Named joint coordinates
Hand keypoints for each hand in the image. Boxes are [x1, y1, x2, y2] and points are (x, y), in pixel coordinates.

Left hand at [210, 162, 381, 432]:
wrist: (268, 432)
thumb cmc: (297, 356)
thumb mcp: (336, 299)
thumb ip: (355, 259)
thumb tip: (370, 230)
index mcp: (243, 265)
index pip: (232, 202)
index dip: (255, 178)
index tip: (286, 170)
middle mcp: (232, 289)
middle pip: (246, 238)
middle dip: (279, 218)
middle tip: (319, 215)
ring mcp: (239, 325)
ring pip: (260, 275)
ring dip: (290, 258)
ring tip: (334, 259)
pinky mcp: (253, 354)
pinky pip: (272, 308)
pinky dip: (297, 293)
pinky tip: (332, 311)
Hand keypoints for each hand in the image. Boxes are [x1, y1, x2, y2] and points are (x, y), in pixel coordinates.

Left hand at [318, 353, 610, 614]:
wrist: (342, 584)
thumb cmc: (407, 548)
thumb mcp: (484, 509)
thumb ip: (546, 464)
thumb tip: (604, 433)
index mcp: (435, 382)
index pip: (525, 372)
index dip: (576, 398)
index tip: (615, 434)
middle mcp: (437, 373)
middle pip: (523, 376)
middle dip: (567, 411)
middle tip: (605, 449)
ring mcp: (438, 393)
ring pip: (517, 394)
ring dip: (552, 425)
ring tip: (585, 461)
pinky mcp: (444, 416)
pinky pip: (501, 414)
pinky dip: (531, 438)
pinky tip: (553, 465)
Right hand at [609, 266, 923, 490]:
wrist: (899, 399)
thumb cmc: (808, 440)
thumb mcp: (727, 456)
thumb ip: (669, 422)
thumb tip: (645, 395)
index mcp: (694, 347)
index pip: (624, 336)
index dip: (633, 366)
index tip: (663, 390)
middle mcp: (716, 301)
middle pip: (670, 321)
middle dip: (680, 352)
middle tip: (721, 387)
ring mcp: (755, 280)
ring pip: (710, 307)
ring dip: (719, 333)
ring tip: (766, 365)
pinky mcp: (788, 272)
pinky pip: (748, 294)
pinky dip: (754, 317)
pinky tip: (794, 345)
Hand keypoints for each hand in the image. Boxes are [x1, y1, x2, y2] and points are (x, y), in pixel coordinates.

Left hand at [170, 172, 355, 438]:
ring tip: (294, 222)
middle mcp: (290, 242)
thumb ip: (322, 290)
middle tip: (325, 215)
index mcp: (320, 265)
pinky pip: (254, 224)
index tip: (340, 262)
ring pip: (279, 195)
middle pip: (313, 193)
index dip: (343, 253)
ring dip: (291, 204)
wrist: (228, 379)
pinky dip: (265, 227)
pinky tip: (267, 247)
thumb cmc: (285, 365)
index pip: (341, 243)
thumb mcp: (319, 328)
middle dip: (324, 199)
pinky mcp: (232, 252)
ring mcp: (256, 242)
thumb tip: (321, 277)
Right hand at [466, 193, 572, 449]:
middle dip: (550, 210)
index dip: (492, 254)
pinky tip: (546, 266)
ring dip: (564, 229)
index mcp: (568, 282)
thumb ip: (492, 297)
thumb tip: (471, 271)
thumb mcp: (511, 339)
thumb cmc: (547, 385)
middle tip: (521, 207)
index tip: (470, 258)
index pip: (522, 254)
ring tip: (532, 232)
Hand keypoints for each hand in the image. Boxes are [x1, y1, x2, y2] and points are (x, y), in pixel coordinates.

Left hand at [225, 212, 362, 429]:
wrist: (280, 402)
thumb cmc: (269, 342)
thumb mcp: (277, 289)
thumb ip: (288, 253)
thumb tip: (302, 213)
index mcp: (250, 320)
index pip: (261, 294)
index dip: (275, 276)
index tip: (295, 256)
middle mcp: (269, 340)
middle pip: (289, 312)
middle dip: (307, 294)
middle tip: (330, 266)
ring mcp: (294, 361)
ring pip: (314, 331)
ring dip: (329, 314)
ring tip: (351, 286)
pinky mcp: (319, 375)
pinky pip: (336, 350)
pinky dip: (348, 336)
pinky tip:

Exercise instructions
Could you return exactly the stretch of the data above that starts at the line with "ring pip: (710, 307)" and ends at the line with "ring tip: (294, 222)", both lines included?

Your response
ring pip: (710, 307)
ring dip: (719, 333)
ring tip: (766, 365)
pinky mcp: (788, 272)
pinky pip: (748, 294)
pinky dip: (754, 317)
pinky tip: (794, 345)
Hand keypoints for each hand in the image. Boxes are [x1, y1, x2, y2] and points are (x, y), in pixel coordinates.

Left hand at [170, 172, 355, 438]:
ring tip: (294, 222)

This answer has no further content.